**BRIEF:** Copy every line of the records that includes the word "using".

**DATA TO EXAMINE:**
◆ ◆ ◆ ◆ ◆
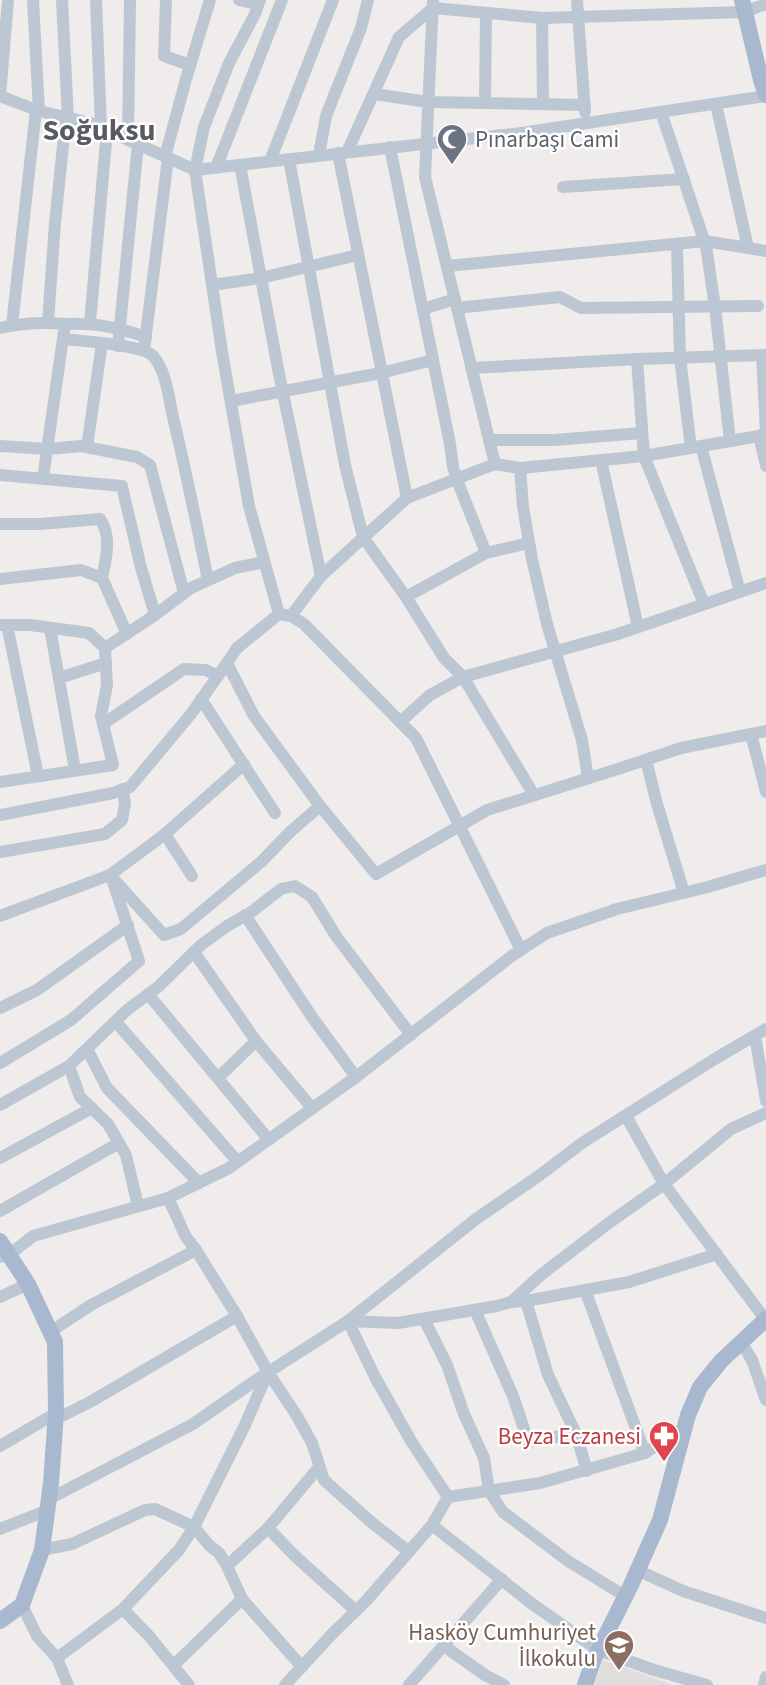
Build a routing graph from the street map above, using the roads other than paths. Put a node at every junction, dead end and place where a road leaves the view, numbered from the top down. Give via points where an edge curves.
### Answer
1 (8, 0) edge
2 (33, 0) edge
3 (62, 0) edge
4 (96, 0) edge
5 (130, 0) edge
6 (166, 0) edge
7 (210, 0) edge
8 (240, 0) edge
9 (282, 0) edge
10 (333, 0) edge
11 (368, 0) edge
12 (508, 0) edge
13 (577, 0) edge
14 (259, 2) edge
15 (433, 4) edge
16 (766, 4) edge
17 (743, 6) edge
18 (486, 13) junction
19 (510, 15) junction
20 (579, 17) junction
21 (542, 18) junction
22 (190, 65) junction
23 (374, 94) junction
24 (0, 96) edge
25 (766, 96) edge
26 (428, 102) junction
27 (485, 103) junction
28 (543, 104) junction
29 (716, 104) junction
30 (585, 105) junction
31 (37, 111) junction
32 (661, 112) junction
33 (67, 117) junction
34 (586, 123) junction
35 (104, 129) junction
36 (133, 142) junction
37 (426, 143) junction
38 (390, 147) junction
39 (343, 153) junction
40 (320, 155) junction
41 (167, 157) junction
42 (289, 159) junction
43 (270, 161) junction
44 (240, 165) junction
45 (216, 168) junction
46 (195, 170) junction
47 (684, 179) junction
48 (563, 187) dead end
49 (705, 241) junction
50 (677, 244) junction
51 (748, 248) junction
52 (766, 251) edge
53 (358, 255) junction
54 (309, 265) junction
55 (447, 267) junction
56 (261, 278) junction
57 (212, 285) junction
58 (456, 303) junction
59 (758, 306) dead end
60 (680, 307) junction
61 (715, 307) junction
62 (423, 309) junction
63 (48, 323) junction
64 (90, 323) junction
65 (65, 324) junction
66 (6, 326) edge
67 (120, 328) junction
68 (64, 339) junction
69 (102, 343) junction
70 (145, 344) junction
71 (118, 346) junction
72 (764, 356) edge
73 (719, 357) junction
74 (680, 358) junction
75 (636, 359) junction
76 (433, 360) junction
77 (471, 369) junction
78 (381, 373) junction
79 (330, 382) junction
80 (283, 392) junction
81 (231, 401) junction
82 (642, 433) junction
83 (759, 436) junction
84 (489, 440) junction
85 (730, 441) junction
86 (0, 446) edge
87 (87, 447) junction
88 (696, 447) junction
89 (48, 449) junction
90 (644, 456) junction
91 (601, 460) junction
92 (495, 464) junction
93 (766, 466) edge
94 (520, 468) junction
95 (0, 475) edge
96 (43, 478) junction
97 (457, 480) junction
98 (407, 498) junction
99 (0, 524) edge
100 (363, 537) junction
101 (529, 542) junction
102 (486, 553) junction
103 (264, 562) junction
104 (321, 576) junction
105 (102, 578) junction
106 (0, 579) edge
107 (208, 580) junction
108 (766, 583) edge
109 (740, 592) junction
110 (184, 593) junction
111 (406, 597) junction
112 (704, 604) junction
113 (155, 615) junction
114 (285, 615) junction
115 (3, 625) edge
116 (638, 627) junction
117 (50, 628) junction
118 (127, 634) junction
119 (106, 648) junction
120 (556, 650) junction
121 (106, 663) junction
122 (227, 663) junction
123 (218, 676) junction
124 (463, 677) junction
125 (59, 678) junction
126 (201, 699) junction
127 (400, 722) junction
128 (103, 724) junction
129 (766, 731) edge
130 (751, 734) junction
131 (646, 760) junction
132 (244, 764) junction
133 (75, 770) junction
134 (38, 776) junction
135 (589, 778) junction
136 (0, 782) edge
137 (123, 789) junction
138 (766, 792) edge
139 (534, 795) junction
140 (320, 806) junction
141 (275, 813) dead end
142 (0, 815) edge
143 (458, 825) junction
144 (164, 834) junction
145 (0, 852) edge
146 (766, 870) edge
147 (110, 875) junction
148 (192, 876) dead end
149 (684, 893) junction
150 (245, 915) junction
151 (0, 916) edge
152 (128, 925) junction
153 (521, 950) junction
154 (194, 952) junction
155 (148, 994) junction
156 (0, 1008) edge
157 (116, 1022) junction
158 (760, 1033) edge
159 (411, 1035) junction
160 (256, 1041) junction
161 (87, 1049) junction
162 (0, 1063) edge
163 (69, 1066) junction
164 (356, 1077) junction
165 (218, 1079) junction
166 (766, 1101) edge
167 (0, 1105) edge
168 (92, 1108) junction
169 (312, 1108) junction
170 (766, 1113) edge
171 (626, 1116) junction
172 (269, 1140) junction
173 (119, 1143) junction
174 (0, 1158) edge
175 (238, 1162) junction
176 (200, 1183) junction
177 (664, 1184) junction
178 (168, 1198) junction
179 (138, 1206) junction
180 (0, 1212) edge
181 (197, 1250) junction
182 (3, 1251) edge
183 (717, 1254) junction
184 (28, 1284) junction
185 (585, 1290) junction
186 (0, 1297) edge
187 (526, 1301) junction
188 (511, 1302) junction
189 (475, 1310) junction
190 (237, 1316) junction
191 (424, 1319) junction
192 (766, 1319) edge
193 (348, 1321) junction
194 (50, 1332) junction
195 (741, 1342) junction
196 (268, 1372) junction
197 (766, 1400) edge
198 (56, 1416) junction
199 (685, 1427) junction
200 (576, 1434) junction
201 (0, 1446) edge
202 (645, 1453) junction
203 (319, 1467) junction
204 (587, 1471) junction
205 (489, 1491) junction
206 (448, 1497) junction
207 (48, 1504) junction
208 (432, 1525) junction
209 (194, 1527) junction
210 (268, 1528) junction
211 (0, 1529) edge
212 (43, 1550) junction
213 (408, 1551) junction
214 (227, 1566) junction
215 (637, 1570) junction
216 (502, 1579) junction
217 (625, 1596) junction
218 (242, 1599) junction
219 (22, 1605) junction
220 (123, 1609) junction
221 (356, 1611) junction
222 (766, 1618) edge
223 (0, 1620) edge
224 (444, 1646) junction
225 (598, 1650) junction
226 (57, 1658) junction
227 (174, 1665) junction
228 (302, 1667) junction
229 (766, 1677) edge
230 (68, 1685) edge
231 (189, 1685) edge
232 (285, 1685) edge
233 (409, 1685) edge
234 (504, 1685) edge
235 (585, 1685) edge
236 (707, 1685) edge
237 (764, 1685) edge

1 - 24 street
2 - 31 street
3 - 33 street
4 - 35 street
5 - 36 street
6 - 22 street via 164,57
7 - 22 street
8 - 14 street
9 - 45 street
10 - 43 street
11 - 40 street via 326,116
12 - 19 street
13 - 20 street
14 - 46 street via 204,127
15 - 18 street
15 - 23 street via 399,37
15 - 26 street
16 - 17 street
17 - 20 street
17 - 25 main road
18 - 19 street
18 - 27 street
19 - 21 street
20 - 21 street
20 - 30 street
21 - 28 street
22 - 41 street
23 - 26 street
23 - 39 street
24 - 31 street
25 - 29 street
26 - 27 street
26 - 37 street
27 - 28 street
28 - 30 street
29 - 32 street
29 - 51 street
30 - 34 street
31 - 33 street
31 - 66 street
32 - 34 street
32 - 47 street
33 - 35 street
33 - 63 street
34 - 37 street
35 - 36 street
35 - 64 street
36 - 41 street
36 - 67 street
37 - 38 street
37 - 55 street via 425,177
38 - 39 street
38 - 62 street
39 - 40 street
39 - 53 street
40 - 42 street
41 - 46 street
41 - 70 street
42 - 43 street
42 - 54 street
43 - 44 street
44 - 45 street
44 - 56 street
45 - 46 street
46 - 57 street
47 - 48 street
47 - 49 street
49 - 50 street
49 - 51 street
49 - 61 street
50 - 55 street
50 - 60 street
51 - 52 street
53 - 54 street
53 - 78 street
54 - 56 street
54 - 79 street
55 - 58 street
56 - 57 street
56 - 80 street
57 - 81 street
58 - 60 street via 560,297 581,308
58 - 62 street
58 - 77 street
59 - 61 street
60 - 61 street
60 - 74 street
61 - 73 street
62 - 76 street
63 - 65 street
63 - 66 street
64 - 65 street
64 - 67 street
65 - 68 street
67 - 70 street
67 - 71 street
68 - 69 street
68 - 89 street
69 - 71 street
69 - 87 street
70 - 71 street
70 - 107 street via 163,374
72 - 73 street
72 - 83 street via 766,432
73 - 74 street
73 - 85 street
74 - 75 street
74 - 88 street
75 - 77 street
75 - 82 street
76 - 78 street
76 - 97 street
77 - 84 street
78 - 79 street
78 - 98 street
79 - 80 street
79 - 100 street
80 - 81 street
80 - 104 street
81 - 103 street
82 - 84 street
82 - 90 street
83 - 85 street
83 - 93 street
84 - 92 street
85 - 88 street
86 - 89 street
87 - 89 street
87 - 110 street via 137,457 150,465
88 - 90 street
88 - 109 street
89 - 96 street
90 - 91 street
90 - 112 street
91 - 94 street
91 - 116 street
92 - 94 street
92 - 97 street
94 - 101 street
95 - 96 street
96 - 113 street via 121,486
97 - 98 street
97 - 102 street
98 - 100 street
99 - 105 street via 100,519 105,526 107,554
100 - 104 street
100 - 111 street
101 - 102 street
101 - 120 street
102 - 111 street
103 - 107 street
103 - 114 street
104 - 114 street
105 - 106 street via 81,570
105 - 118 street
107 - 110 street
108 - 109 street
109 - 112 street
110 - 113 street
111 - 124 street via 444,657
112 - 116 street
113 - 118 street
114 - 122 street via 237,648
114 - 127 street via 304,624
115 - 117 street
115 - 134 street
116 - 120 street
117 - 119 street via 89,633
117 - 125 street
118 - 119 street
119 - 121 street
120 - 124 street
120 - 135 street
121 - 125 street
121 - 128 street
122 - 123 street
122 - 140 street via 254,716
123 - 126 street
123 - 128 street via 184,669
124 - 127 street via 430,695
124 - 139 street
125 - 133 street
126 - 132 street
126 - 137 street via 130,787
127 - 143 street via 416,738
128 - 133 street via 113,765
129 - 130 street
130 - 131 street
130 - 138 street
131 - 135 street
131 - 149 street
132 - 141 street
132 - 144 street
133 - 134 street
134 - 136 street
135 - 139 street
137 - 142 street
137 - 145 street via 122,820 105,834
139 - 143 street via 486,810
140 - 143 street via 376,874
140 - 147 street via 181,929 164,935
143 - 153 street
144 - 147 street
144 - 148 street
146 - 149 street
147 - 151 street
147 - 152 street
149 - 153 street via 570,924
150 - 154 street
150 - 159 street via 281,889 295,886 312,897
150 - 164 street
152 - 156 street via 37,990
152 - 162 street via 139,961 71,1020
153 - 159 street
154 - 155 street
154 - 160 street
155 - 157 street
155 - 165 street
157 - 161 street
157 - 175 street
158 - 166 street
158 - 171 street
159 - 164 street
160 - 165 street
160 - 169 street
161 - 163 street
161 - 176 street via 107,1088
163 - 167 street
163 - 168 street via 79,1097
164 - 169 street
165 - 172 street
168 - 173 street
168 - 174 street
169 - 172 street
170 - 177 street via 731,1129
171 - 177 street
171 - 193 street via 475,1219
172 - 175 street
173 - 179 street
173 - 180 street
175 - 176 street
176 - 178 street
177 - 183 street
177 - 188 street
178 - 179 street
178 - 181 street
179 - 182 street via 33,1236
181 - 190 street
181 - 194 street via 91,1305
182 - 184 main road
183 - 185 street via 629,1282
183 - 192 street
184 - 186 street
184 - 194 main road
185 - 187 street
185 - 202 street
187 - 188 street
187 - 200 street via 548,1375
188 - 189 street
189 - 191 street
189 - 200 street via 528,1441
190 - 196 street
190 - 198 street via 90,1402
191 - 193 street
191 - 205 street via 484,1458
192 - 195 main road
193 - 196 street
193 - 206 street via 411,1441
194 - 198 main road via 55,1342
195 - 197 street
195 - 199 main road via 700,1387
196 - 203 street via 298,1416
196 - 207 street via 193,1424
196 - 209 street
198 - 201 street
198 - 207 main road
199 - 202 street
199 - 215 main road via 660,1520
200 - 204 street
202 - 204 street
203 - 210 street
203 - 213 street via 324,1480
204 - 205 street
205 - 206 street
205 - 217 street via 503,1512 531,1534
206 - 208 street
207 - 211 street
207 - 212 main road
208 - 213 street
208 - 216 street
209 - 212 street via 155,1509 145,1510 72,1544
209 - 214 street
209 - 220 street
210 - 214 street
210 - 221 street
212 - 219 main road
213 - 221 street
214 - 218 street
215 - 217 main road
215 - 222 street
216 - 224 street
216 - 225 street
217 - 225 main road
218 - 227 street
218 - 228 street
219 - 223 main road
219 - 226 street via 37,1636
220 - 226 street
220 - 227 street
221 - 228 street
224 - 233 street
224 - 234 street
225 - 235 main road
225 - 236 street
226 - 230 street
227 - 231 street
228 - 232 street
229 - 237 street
◆ ◆ ◆ ◆ ◆
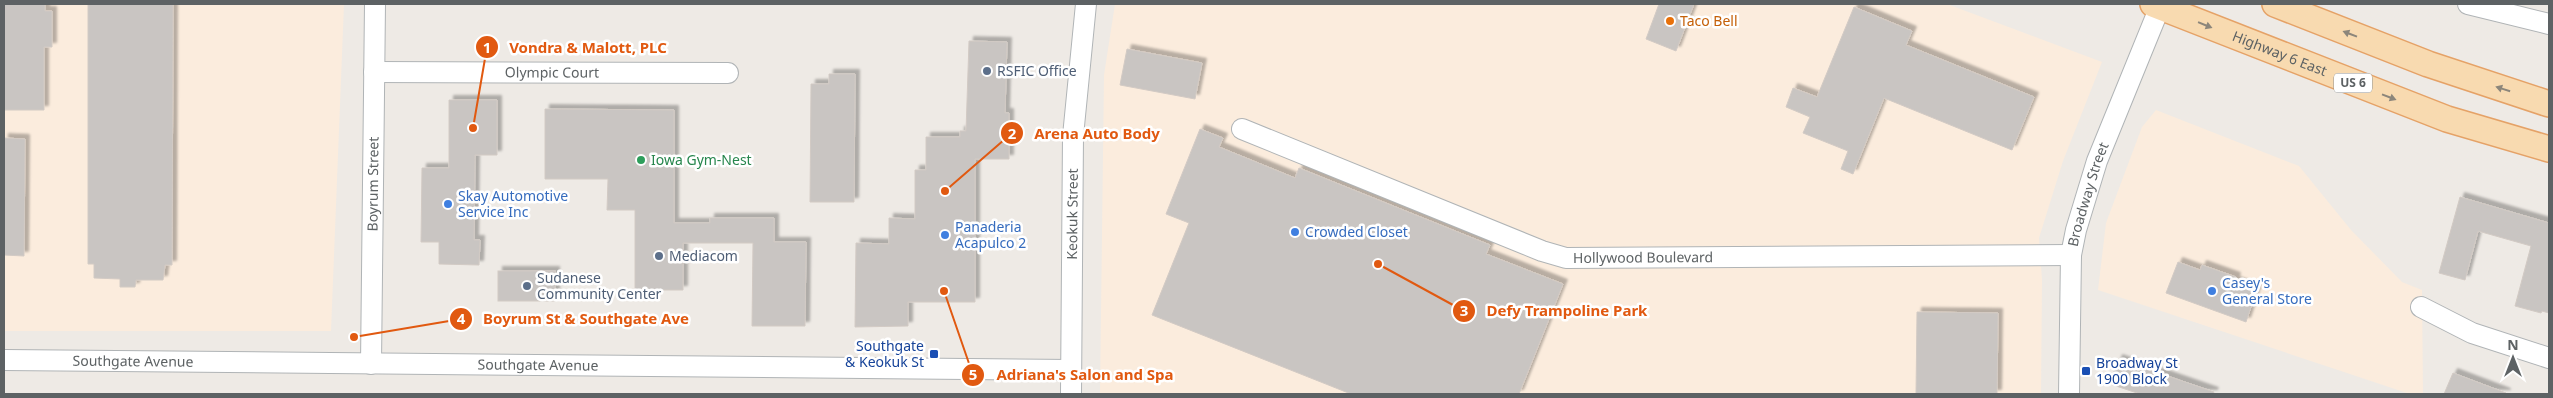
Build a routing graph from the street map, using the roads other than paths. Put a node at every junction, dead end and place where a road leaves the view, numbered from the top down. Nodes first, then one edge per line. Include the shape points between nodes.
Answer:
◆ ◆ ◆ ◆ ◆
**TASK RESULT:**
Build a routing graph from the street map above, using the roads other than paths. Put a node at every junction, dead end and place where a road leaves the view, numbered from the top down. Give via points where an edge curves.
Build a routing graph from the street map, using the roads other than paths. Put a node at every junction, dead end and place where a road leaves the view, numbered from the top down. Nodes first, then one edge per line. Include the shape points between nodes.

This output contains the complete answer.